▶ **WORK REQUEST**: Start at the top line and retype the data exactly through to the end.

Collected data
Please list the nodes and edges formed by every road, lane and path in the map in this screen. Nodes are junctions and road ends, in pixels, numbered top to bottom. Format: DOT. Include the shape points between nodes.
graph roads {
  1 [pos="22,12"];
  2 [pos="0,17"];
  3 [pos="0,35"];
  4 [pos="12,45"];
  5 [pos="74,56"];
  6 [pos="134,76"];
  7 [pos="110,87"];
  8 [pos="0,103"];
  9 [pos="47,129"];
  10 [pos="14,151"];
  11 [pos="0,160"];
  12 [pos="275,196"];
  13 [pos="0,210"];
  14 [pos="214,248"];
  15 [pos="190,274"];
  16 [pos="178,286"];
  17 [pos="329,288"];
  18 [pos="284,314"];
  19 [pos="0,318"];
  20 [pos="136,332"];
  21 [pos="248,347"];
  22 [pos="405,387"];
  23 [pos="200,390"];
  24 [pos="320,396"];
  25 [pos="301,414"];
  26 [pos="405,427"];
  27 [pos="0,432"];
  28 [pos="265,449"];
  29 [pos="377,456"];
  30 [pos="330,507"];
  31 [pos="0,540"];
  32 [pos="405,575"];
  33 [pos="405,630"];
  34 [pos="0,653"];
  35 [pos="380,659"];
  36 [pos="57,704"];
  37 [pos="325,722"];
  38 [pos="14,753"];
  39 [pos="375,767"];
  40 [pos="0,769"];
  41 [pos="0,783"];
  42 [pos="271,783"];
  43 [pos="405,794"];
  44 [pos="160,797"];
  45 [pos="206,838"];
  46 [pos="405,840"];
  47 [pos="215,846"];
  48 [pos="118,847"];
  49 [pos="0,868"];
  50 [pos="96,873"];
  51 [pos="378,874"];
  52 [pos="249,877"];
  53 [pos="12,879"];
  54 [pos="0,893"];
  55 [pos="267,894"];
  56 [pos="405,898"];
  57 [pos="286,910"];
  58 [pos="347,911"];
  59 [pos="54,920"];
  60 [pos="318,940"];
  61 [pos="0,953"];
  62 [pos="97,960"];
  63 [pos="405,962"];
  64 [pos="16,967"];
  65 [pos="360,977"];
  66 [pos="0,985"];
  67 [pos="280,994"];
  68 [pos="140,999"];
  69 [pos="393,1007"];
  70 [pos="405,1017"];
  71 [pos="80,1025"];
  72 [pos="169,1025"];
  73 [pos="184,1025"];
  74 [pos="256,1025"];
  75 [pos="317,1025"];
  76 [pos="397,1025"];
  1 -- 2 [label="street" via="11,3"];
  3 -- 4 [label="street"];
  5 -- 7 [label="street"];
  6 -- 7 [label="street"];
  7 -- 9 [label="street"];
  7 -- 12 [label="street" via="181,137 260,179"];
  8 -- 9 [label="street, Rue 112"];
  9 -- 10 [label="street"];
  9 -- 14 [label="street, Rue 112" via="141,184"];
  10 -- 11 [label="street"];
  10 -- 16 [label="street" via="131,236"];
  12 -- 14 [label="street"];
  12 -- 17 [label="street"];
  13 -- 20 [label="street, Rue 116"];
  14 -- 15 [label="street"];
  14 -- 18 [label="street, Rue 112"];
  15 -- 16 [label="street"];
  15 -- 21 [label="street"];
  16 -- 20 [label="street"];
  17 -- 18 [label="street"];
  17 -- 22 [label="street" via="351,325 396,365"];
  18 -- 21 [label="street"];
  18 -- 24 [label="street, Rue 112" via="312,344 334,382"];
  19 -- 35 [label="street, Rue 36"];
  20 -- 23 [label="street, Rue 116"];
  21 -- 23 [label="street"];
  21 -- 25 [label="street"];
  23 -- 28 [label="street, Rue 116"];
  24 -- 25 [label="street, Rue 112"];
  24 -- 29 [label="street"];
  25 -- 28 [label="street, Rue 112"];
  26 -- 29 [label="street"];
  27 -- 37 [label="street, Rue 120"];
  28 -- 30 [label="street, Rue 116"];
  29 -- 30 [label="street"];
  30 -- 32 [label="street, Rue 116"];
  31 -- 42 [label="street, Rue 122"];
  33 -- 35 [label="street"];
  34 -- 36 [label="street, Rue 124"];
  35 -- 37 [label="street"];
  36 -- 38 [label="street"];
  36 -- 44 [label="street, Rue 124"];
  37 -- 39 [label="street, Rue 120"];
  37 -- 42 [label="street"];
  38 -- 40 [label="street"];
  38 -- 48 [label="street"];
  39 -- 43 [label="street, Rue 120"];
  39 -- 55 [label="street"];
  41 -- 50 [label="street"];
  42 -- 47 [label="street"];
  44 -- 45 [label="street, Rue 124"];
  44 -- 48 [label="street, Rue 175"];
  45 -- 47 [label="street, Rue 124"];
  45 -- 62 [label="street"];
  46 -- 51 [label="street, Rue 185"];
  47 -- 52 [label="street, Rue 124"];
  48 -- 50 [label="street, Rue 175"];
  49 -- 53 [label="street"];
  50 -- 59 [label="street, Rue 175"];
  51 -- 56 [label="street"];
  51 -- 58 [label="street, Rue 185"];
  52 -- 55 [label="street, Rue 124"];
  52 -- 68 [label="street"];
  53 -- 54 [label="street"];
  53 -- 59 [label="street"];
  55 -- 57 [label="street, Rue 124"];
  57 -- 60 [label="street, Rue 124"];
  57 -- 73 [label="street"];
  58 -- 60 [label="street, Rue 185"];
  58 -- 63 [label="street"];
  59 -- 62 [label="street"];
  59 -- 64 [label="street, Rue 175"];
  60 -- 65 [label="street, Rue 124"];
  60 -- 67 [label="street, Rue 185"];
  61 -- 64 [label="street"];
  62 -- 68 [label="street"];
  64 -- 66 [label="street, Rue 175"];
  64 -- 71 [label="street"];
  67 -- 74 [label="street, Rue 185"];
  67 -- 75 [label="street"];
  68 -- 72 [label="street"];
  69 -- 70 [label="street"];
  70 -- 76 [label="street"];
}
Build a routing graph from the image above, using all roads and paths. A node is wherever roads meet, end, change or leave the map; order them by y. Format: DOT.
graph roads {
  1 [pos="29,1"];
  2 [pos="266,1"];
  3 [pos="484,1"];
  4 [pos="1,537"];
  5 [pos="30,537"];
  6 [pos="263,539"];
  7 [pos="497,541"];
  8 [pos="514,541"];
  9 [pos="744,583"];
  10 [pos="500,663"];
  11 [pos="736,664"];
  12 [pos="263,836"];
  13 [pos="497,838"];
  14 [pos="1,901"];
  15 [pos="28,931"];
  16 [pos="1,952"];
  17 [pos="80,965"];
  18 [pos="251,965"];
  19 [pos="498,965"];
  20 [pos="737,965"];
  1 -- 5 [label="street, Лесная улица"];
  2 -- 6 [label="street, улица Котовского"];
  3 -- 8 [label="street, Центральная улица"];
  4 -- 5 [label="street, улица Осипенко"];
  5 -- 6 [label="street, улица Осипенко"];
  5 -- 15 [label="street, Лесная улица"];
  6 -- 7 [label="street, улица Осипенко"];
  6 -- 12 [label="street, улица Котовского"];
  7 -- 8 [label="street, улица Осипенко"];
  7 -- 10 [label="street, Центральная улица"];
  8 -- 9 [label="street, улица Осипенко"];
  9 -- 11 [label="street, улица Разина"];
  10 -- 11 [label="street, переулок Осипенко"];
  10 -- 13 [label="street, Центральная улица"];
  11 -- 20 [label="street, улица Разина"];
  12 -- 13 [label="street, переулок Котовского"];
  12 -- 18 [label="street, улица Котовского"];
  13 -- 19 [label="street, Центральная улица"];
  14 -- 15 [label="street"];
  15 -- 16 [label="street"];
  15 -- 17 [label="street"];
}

▶ **ANSWER BOX**:
Please list the nodes and edges formed by every road, lane and path in the map in this screen. Nodes are junctions and road ends, in pixels, numbered top to bottom. Format: DOT. Include the shape points between nodes.
graph roads {
  1 [pos="22,12"];
  2 [pos="0,17"];
  3 [pos="0,35"];
  4 [pos="12,45"];
  5 [pos="74,56"];
  6 [pos="134,76"];
  7 [pos="110,87"];
  8 [pos="0,103"];
  9 [pos="47,129"];
  10 [pos="14,151"];
  11 [pos="0,160"];
  12 [pos="275,196"];
  13 [pos="0,210"];
  14 [pos="214,248"];
  15 [pos="190,274"];
  16 [pos="178,286"];
  17 [pos="329,288"];
  18 [pos="284,314"];
  19 [pos="0,318"];
  20 [pos="136,332"];
  21 [pos="248,347"];
  22 [pos="405,387"];
  23 [pos="200,390"];
  24 [pos="320,396"];
  25 [pos="301,414"];
  26 [pos="405,427"];
  27 [pos="0,432"];
  28 [pos="265,449"];
  29 [pos="377,456"];
  30 [pos="330,507"];
  31 [pos="0,540"];
  32 [pos="405,575"];
  33 [pos="405,630"];
  34 [pos="0,653"];
  35 [pos="380,659"];
  36 [pos="57,704"];
  37 [pos="325,722"];
  38 [pos="14,753"];
  39 [pos="375,767"];
  40 [pos="0,769"];
  41 [pos="0,783"];
  42 [pos="271,783"];
  43 [pos="405,794"];
  44 [pos="160,797"];
  45 [pos="206,838"];
  46 [pos="405,840"];
  47 [pos="215,846"];
  48 [pos="118,847"];
  49 [pos="0,868"];
  50 [pos="96,873"];
  51 [pos="378,874"];
  52 [pos="249,877"];
  53 [pos="12,879"];
  54 [pos="0,893"];
  55 [pos="267,894"];
  56 [pos="405,898"];
  57 [pos="286,910"];
  58 [pos="347,911"];
  59 [pos="54,920"];
  60 [pos="318,940"];
  61 [pos="0,953"];
  62 [pos="97,960"];
  63 [pos="405,962"];
  64 [pos="16,967"];
  65 [pos="360,977"];
  66 [pos="0,985"];
  67 [pos="280,994"];
  68 [pos="140,999"];
  69 [pos="393,1007"];
  70 [pos="405,1017"];
  71 [pos="80,1025"];
  72 [pos="169,1025"];
  73 [pos="184,1025"];
  74 [pos="256,1025"];
  75 [pos="317,1025"];
  76 [pos="397,1025"];
  1 -- 2 [label="street" via="11,3"];
  3 -- 4 [label="street"];
  5 -- 7 [label="street"];
  6 -- 7 [label="street"];
  7 -- 9 [label="street"];
  7 -- 12 [label="street" via="181,137 260,179"];
  8 -- 9 [label="street, Rue 112"];
  9 -- 10 [label="street"];
  9 -- 14 [label="street, Rue 112" via="141,184"];
  10 -- 11 [label="street"];
  10 -- 16 [label="street" via="131,236"];
  12 -- 14 [label="street"];
  12 -- 17 [label="street"];
  13 -- 20 [label="street, Rue 116"];
  14 -- 15 [label="street"];
  14 -- 18 [label="street, Rue 112"];
  15 -- 16 [label="street"];
  15 -- 21 [label="street"];
  16 -- 20 [label="street"];
  17 -- 18 [label="street"];
  17 -- 22 [label="street" via="351,325 396,365"];
  18 -- 21 [label="street"];
  18 -- 24 [label="street, Rue 112" via="312,344 334,382"];
  19 -- 35 [label="street, Rue 36"];
  20 -- 23 [label="street, Rue 116"];
  21 -- 23 [label="street"];
  21 -- 25 [label="street"];
  23 -- 28 [label="street, Rue 116"];
  24 -- 25 [label="street, Rue 112"];
  24 -- 29 [label="street"];
  25 -- 28 [label="street, Rue 112"];
  26 -- 29 [label="street"];
  27 -- 37 [label="street, Rue 120"];
  28 -- 30 [label="street, Rue 116"];
  29 -- 30 [label="street"];
  30 -- 32 [label="street, Rue 116"];
  31 -- 42 [label="street, Rue 122"];
  33 -- 35 [label="street"];
  34 -- 36 [label="street, Rue 124"];
  35 -- 37 [label="street"];
  36 -- 38 [label="street"];
  36 -- 44 [label="street, Rue 124"];
  37 -- 39 [label="street, Rue 120"];
  37 -- 42 [label="street"];
  38 -- 40 [label="street"];
  38 -- 48 [label="street"];
  39 -- 43 [label="street, Rue 120"];
  39 -- 55 [label="street"];
  41 -- 50 [label="street"];
  42 -- 47 [label="street"];
  44 -- 45 [label="street, Rue 124"];
  44 -- 48 [label="street, Rue 175"];
  45 -- 47 [label="street, Rue 124"];
  45 -- 62 [label="street"];
  46 -- 51 [label="street, Rue 185"];
  47 -- 52 [label="street, Rue 124"];
  48 -- 50 [label="street, Rue 175"];
  49 -- 53 [label="street"];
  50 -- 59 [label="street, Rue 175"];
  51 -- 56 [label="street"];
  51 -- 58 [label="street, Rue 185"];
  52 -- 55 [label="street, Rue 124"];
  52 -- 68 [label="street"];
  53 -- 54 [label="street"];
  53 -- 59 [label="street"];
  55 -- 57 [label="street, Rue 124"];
  57 -- 60 [label="street, Rue 124"];
  57 -- 73 [label="street"];
  58 -- 60 [label="street, Rue 185"];
  58 -- 63 [label="street"];
  59 -- 62 [label="street"];
  59 -- 64 [label="street, Rue 175"];
  60 -- 65 [label="street, Rue 124"];
  60 -- 67 [label="street, Rue 185"];
  61 -- 64 [label="street"];
  62 -- 68 [label="street"];
  64 -- 66 [label="street, Rue 175"];
  64 -- 71 [label="street"];
  67 -- 74 [label="street, Rue 185"];
  67 -- 75 [label="street"];
  68 -- 72 [label="street"];
  69 -- 70 [label="street"];
  70 -- 76 [label="street"];
}
Build a routing graph from the image above, using all roads and paths. A node is wherever roads meet, end, change or leave the map; order them by y. Format: DOT.
graph roads {
  1 [pos="29,1"];
  2 [pos="266,1"];
  3 [pos="484,1"];
  4 [pos="1,537"];
  5 [pos="30,537"];
  6 [pos="263,539"];
  7 [pos="497,541"];
  8 [pos="514,541"];
  9 [pos="744,583"];
  10 [pos="500,663"];
  11 [pos="736,664"];
  12 [pos="263,836"];
  13 [pos="497,838"];
  14 [pos="1,901"];
  15 [pos="28,931"];
  16 [pos="1,952"];
  17 [pos="80,965"];
  18 [pos="251,965"];
  19 [pos="498,965"];
  20 [pos="737,965"];
  1 -- 5 [label="street, Лесная улица"];
  2 -- 6 [label="street, улица Котовского"];
  3 -- 8 [label="street, Центральная улица"];
  4 -- 5 [label="street, улица Осипенко"];
  5 -- 6 [label="street, улица Осипенко"];
  5 -- 15 [label="street, Лесная улица"];
  6 -- 7 [label="street, улица Осипенко"];
  6 -- 12 [label="street, улица Котовского"];
  7 -- 8 [label="street, улица Осипенко"];
  7 -- 10 [label="street, Центральная улица"];
  8 -- 9 [label="street, улица Осипенко"];
  9 -- 11 [label="street, улица Разина"];
  10 -- 11 [label="street, переулок Осипенко"];
  10 -- 13 [label="street, Центральная улица"];
  11 -- 20 [label="street, улица Разина"];
  12 -- 13 [label="street, переулок Котовского"];
  12 -- 18 [label="street, улица Котовского"];
  13 -- 19 [label="street, Центральная улица"];
  14 -- 15 [label="street"];
  15 -- 16 [label="street"];
  15 -- 17 [label="street"];
}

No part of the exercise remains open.